You are viewing a plain text version of this content. The canonical link for it is here.

Posted to users@kafka.apache.org by sunil chaudhari <su...@gmail.com> on 2020/06/19 11:13:58 UTC

Duplicate records on consumer side.

Hi,
I am using kafka as a broker in my event data pipeline.
Filebeat as producer
Logstash as consumer.


Filebeat simply pushes to Kafka.
Logstash has 3 instances.
Each instance has a consumer group say consumer_mytopic which reads from
mytopic.

mytopic has 3 partitions and 2 replica.

As per my understanding, each consumer group can have threads equal to
number of partitions so i kept 3 threads for each consumer.

Here I am considering one logstash instance as a one consumer which is part
of consumer_mytopic.
Similar consumer running on some other server which has group_id same as
above. Note that 3 servers has client Id different so that they wont read
duplicate data.
So 3 instances of logstash running with group_id as consumer_mytopic with 3
threads each, and diff client id. Means 9 threads total.

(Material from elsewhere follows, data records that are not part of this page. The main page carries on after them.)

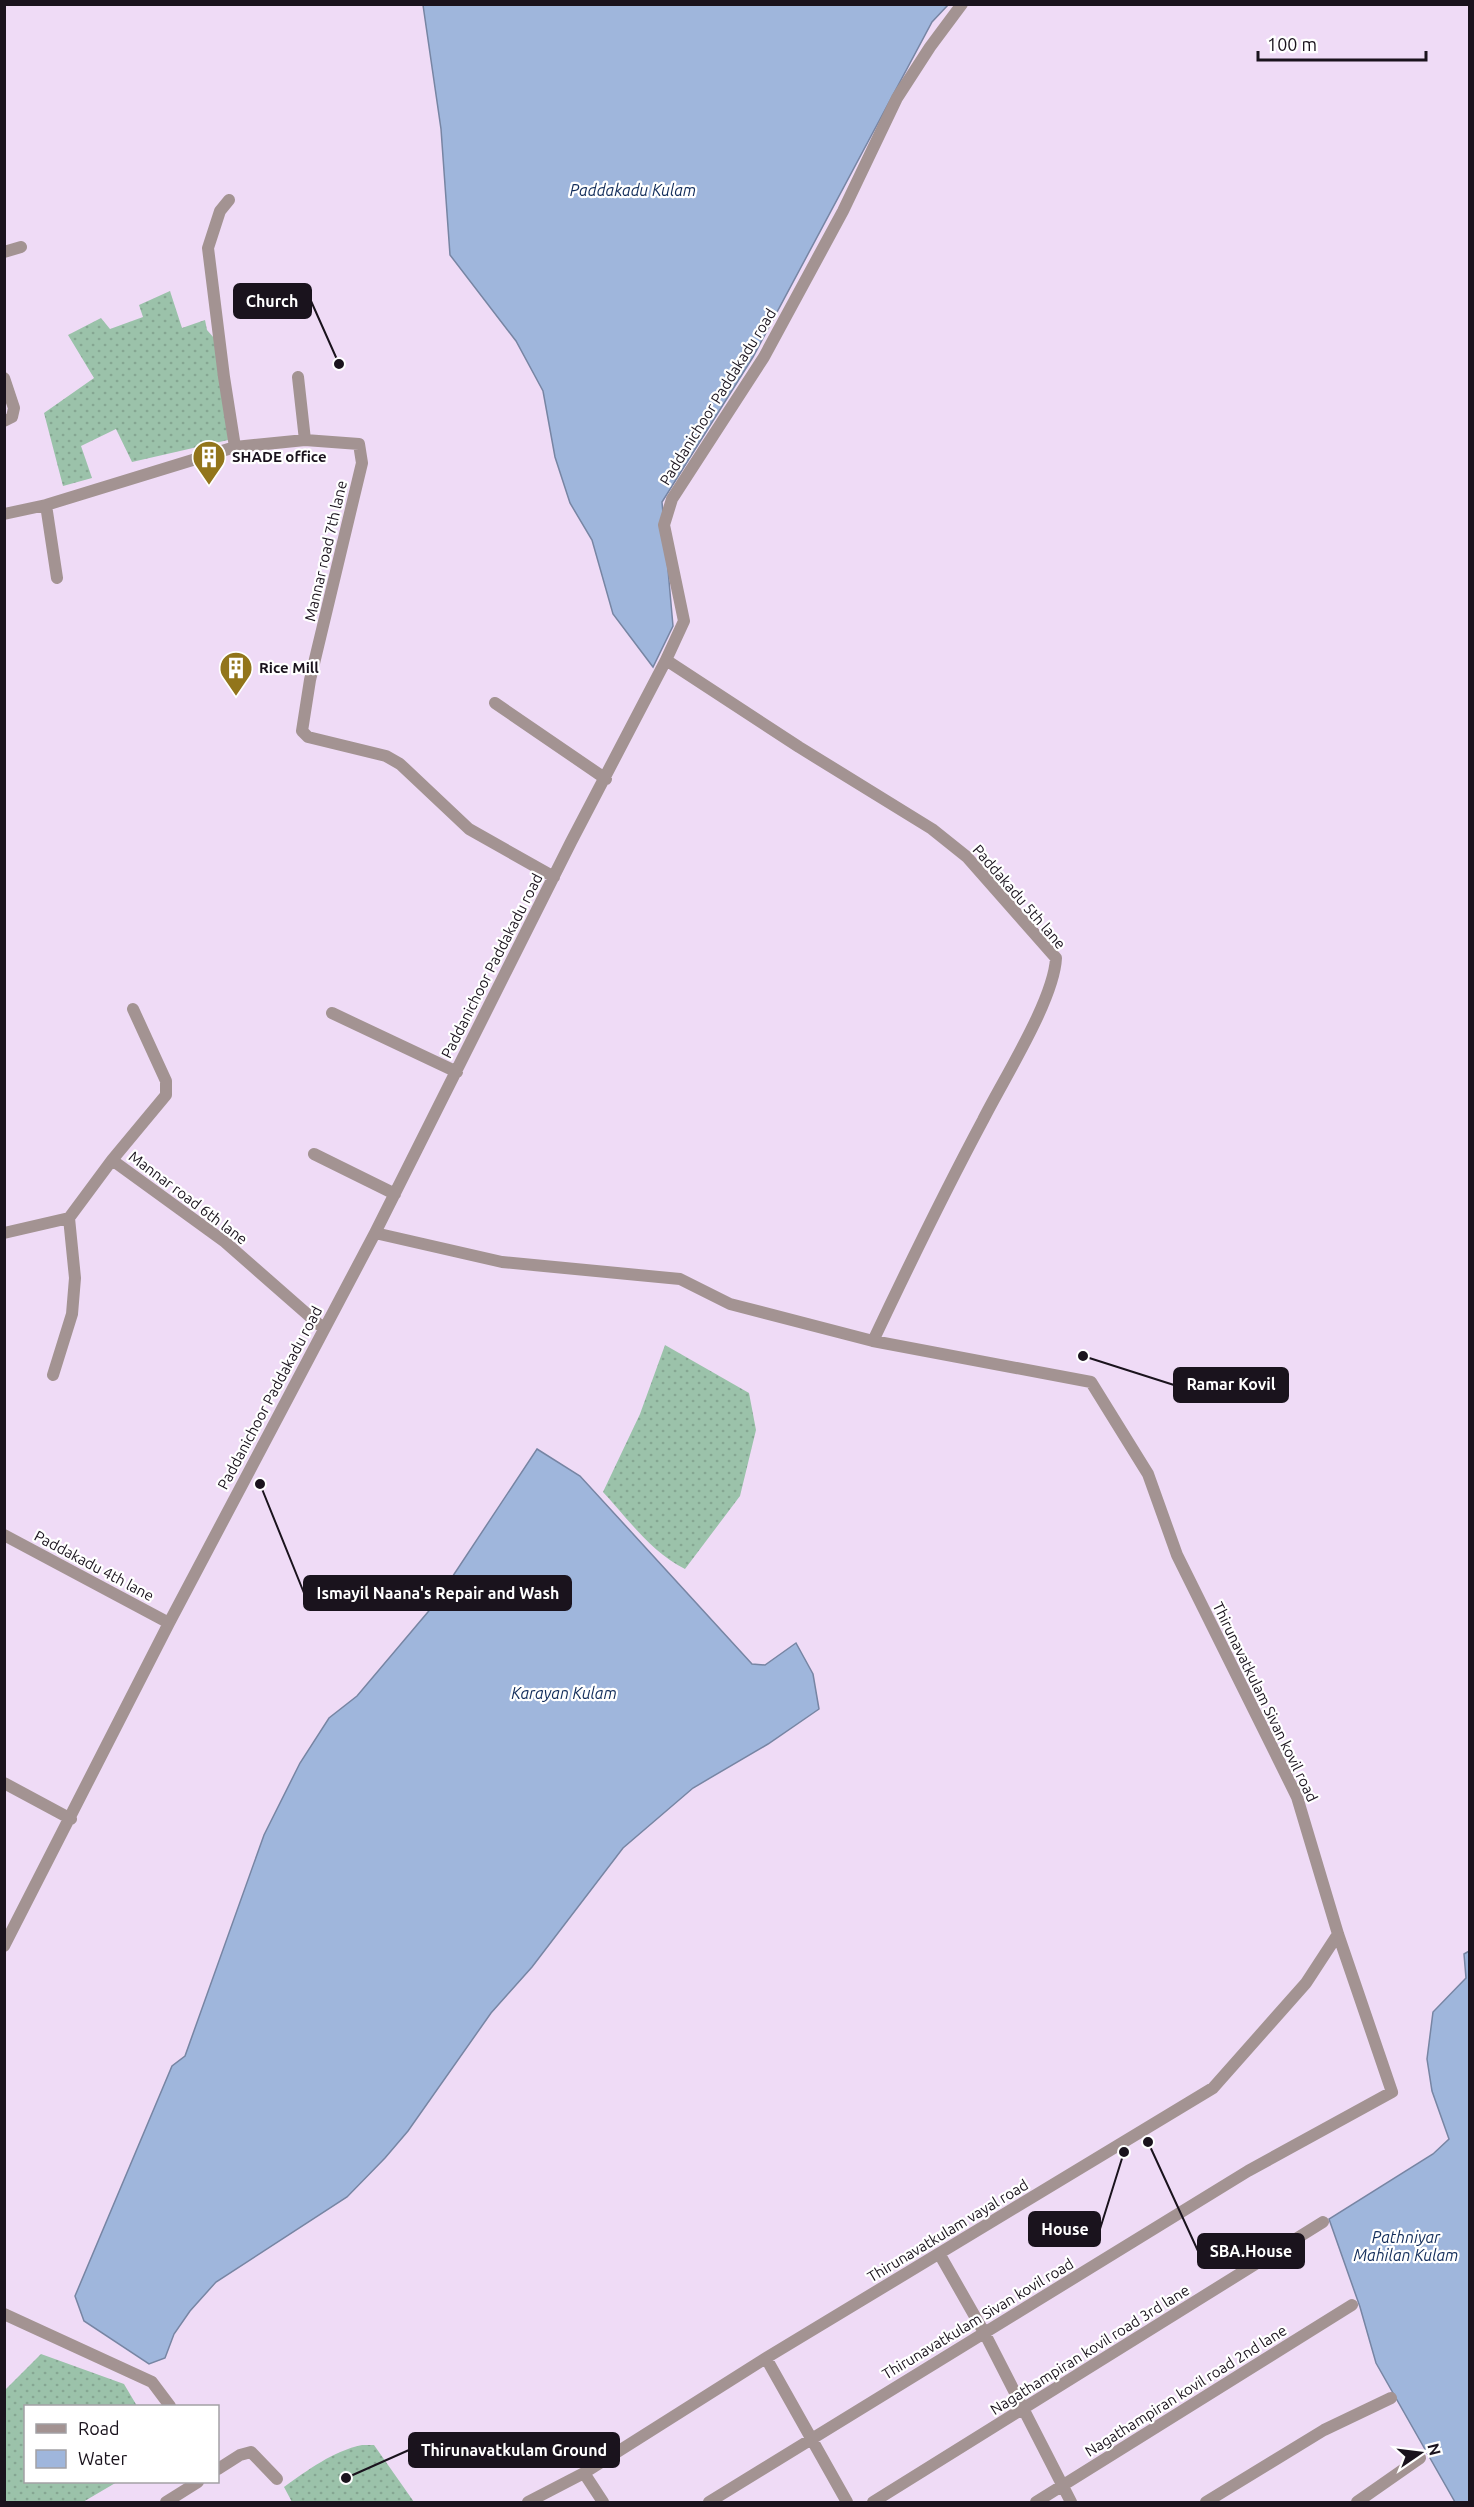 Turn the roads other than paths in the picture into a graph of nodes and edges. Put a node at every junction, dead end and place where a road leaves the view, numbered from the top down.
1 (962, 4) edge
2 (229, 200) dead end
3 (21, 247) dead end
4 (4, 252) edge
5 (298, 377) dead end
6 (4, 378) edge
7 (4, 421) edge
8 (305, 440) junction
9 (235, 447) junction
10 (46, 505) junction
11 (4, 514) edge
12 (57, 578) dead end
13 (666, 660) junction
14 (495, 703) dead end
15 (606, 779) junction
16 (554, 877) junction
17 (133, 1009) dead end
18 (332, 1013) dead end
19 (457, 1072) junction
20 (314, 1154) dead end
21 (112, 1160) junction
22 (394, 1194) junction
23 (69, 1218) junction
24 (4, 1233) edge
25 (375, 1233) junction
26 (323, 1328) junction
27 (873, 1341) junction
28 (53, 1375) dead end
29 (4, 1535) edge
30 (169, 1623) junction
31 (4, 1783) edge
32 (71, 1819) junction
33 (1338, 1934) junction
34 (4, 1946) edge
35 (1323, 2222) dead end
36 (940, 2255) junction
37 (1352, 2305) dead end
38 (4, 2314) edge
39 (984, 2334) junction
40 (766, 2358) junction
41 (1391, 2398) dead end
42 (169, 2405) edge
43 (1022, 2410) junction
44 (811, 2439) junction
45 (1420, 2458) dead end
46 (219, 2468) edge
47 (584, 2473) junction
48 (277, 2479) dead end
49 (195, 2483) edge
50 (1063, 2486) junction
51 (166, 2502) edge
52 (528, 2502) edge
53 (603, 2502) edge
54 (709, 2502) edge
55 (847, 2502) edge
56 (873, 2502) edge
57 (1036, 2502) edge
58 (1071, 2502) edge
59 (1206, 2502) edge
60 (1357, 2502) edge

1 - 13 street, Paddanichoor Paddakadu road
2 - 9 street
3 - 4 street
5 - 8 street
6 - 7 street
8 - 9 street, Mannar road 7th lane
8 - 16 street, Mannar road 7th lane
9 - 10 street, Mannar road 7th lane
10 - 11 street, Mannar road 7th lane
10 - 12 street
13 - 15 street, Paddanichoor Paddakadu road
13 - 27 street, Paddakadu 5th lane
14 - 15 street
15 - 16 street, Paddanichoor Paddakadu road
16 - 19 street, Paddanichoor Paddakadu road
17 - 21 street
18 - 19 street
19 - 22 street, Paddanichoor Paddakadu road
20 - 22 street
21 - 23 street, Mannar road 6th lane
21 - 26 street, Mannar road 6th lane
22 - 25 street, Paddanichoor Paddakadu road
23 - 24 street
23 - 28 street
25 - 26 street, Paddanichoor Paddakadu road
25 - 27 street, Thirunavatkulam Sivan kovil road
26 - 30 street, Paddanichoor Paddakadu road
27 - 33 street, Thirunavatkulam Sivan kovil road
29 - 30 street, Paddakadu 4th lane
30 - 32 street, Paddanichoor Paddakadu road
31 - 32 street
32 - 34 street, Paddanichoor Paddakadu road
33 - 36 street, Thirunavatkulam vayal road
33 - 39 street, Thirunavatkulam Sivan kovil road
35 - 43 street, Nagathampiran kovil road 3rd lane
36 - 39 street
36 - 40 street, Thirunavatkulam vayal road
37 - 50 street, Nagathampiran kovil road 2nd lane
38 - 42 street
39 - 43 street
39 - 44 street, Thirunavatkulam Sivan kovil road
40 - 44 street
40 - 47 street, Thirunavatkulam vayal road
41 - 59 street
43 - 50 street
43 - 56 street, Nagathampiran kovil road 3rd lane
44 - 54 street, Thirunavatkulam Sivan kovil road
44 - 55 street
45 - 60 street
46 - 48 street
47 - 52 street, Thirunavatkulam vayal road
47 - 53 street
49 - 51 street
50 - 57 street, Nagathampiran kovil road 2nd lane
50 - 58 street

My understanding is each consumer(instance) can read with 3 threads from 3
partitions. And another consumer with 3 threads.

Is this good design?
Can it create duplicate?
This thread and partitions trade-off is related to client_id or Consumer
group Id?
I hope because of diff client_id 3 instances wont read duplicate data even
if group_id is same.
I am getting duplicate data in my consumer side.
Please help in this.

Regards,
Sunil.

Re: Duplicate records on consumer side.

Posted by Ricardo Ferreira <ri...@riferrei.com>.

Hi Sunil,

No worries for the mix up in the email. I totally understand!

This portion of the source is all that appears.